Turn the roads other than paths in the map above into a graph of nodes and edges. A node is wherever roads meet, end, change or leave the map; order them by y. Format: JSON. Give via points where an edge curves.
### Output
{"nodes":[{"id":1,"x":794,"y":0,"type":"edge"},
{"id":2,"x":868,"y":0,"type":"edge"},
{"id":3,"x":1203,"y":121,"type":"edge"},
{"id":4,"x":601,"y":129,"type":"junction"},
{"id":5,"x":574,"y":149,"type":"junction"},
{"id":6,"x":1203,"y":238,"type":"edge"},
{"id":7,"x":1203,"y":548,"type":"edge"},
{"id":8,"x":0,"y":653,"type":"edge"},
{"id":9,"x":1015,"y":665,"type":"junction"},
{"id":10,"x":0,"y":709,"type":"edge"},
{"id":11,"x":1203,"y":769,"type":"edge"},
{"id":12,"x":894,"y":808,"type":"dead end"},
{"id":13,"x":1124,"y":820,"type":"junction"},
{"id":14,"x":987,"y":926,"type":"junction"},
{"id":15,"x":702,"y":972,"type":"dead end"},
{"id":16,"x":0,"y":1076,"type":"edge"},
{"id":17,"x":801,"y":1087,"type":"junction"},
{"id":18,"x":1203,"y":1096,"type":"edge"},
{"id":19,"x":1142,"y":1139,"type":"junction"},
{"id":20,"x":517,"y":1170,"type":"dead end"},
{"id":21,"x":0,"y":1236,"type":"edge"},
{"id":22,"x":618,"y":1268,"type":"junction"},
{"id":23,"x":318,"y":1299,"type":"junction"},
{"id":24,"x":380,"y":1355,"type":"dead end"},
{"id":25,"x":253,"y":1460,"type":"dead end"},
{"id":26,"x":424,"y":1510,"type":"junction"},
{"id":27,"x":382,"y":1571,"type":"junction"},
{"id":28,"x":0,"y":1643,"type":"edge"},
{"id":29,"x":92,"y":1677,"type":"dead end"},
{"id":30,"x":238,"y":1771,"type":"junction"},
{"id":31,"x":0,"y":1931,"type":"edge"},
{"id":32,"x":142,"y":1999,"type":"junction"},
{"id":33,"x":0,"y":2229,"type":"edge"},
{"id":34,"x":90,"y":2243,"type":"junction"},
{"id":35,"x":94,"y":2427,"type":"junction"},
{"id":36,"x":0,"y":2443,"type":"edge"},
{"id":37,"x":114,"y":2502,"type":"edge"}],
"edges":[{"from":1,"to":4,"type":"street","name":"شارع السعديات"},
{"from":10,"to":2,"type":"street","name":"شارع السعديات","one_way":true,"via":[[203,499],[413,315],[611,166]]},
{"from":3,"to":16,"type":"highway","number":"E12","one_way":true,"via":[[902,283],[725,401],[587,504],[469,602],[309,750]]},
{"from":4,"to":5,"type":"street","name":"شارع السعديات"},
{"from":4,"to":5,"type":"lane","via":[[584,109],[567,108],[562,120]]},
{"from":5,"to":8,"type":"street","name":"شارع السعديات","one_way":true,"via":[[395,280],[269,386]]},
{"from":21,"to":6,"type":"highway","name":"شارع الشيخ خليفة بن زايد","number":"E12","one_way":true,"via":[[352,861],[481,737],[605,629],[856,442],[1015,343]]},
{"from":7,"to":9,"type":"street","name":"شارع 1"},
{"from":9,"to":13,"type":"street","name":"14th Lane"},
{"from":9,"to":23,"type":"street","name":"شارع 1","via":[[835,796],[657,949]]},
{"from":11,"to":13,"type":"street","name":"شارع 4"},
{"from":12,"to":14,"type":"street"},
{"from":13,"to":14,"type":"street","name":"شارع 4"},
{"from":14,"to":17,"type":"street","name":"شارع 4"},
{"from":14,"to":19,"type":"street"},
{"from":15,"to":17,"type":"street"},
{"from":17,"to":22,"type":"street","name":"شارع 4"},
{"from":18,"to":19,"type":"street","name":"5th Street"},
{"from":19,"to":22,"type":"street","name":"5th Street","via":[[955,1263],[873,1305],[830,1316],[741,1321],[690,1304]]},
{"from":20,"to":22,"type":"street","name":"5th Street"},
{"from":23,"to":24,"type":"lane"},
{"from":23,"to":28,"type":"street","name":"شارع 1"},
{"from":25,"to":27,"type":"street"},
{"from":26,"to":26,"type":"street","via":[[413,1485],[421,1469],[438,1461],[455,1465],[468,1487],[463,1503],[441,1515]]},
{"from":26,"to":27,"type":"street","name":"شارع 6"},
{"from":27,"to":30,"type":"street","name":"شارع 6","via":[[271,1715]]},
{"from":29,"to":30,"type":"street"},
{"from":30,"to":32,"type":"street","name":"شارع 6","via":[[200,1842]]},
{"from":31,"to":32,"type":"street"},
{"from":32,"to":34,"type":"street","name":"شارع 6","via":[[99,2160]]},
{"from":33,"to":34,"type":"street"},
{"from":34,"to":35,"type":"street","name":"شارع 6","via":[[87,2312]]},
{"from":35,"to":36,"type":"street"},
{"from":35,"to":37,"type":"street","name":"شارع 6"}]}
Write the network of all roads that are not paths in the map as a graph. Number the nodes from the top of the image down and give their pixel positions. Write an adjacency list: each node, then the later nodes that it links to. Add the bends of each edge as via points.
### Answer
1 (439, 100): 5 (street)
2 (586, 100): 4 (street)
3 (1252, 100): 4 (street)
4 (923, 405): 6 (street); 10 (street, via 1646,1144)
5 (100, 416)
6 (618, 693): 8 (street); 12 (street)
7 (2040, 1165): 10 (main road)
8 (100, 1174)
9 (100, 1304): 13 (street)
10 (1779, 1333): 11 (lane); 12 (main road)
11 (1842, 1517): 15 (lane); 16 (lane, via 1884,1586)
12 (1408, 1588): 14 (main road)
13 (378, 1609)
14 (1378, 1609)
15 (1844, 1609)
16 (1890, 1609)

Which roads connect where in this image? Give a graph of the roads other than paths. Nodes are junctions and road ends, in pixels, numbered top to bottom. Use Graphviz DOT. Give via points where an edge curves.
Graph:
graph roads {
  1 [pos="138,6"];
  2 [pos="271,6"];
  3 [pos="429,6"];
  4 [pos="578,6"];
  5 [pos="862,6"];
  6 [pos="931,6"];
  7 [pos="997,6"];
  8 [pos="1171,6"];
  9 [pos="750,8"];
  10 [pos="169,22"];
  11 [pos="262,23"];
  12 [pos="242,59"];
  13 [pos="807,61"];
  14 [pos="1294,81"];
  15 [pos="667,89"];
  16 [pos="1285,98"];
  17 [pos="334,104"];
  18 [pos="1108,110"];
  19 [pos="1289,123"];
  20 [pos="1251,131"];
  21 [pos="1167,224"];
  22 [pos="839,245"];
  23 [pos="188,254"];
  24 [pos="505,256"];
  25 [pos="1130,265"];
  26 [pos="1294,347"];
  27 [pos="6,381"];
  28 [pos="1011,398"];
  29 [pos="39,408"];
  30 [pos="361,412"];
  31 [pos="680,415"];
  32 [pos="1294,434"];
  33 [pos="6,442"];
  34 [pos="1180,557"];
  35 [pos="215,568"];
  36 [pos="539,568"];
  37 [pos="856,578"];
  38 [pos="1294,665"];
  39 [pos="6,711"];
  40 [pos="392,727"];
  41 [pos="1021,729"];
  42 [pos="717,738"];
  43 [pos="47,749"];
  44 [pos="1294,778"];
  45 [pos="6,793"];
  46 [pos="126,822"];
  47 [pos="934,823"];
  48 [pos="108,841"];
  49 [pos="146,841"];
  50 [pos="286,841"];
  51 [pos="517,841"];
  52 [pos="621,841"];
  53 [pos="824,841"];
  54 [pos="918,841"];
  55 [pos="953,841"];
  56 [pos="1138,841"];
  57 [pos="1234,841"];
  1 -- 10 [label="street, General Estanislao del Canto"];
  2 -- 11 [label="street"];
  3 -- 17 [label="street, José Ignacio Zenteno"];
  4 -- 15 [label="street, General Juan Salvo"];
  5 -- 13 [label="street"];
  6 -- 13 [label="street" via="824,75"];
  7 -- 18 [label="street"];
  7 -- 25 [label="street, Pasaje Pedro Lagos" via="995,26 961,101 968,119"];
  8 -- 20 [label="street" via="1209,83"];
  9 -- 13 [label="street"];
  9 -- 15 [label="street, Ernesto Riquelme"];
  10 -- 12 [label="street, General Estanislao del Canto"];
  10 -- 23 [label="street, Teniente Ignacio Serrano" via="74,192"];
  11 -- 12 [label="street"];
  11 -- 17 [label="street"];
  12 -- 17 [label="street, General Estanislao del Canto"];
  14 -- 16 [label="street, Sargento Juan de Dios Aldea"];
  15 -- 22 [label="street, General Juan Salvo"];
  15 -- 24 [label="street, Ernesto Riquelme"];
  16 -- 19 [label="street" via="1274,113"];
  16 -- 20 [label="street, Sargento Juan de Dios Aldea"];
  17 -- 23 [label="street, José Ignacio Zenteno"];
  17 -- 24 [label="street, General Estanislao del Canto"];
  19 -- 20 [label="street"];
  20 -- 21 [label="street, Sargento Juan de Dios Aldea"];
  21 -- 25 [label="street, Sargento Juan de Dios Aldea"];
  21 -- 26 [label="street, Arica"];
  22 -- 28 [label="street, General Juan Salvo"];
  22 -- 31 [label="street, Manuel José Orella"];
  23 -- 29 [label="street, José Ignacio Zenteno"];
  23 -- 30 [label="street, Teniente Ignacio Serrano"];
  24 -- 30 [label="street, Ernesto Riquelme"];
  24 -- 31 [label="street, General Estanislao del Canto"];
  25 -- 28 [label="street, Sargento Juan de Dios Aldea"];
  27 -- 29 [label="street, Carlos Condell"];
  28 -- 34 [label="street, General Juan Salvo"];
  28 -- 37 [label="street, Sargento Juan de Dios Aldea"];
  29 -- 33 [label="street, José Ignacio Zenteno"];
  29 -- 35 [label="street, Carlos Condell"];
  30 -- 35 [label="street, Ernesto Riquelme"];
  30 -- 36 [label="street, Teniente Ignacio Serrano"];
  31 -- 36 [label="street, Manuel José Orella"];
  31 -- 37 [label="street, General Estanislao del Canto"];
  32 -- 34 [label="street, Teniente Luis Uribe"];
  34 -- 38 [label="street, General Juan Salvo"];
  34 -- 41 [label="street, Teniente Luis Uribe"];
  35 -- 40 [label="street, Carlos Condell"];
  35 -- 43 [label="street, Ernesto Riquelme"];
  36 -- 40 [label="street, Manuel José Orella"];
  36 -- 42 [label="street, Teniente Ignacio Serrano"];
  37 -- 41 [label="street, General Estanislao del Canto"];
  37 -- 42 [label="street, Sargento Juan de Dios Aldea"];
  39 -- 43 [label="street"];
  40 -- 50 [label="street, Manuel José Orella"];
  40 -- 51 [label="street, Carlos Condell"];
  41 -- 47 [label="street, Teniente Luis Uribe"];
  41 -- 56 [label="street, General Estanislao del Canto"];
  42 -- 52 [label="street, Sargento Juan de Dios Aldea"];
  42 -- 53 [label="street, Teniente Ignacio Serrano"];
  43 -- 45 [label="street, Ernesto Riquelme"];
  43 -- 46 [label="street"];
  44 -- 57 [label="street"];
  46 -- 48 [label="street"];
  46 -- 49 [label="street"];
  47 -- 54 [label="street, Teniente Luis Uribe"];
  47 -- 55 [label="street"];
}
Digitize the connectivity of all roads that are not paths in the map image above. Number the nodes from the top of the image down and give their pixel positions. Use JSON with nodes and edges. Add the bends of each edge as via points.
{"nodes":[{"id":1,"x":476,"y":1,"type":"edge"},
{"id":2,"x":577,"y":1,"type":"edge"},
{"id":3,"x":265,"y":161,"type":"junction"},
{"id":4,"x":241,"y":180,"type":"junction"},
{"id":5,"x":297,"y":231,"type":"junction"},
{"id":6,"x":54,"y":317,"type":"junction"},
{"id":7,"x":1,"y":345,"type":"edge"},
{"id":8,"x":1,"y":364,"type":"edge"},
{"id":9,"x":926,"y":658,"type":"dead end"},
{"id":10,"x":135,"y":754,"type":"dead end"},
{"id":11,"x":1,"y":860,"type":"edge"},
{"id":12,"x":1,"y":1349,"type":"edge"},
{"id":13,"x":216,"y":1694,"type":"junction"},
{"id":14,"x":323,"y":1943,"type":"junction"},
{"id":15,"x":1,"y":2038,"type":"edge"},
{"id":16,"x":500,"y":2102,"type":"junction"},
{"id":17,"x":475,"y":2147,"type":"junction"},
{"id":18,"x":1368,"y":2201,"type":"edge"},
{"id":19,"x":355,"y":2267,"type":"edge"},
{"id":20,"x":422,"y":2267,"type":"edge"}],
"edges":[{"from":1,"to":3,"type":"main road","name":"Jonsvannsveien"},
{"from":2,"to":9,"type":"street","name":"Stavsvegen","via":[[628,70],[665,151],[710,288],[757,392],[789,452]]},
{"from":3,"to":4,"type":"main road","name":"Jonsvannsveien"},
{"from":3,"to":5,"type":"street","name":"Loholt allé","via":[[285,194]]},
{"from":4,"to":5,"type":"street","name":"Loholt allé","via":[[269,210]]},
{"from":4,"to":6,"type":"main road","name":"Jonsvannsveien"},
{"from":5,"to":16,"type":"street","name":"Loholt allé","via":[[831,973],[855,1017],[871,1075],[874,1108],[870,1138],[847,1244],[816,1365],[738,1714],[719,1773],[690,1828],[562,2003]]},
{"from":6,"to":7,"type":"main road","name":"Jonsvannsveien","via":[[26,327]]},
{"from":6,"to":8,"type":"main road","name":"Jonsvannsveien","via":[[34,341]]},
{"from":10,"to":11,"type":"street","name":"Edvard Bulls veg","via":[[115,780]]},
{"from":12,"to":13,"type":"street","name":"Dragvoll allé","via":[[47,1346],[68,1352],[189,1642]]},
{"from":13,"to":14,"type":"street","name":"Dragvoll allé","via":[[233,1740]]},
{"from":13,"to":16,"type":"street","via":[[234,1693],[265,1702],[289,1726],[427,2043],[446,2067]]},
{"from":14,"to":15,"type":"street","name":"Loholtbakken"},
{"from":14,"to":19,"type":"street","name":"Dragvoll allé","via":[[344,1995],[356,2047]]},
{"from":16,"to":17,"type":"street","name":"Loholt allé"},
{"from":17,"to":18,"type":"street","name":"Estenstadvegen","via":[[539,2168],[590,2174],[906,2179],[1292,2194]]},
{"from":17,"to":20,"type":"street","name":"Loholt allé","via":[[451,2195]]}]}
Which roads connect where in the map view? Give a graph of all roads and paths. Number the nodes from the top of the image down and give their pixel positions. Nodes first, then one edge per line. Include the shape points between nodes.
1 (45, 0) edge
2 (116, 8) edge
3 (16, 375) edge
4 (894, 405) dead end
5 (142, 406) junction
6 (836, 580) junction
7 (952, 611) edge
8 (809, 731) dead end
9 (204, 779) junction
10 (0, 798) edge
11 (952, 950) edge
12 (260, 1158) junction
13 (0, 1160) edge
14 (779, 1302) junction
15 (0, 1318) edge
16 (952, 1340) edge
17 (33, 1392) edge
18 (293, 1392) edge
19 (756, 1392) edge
________________
→ WHAT THE EXERCISE ASKS:
I would like the number of lines in the material above that contain the string "JSON", with no other words in the reply.

→ EXERCISE RESPONSE:
2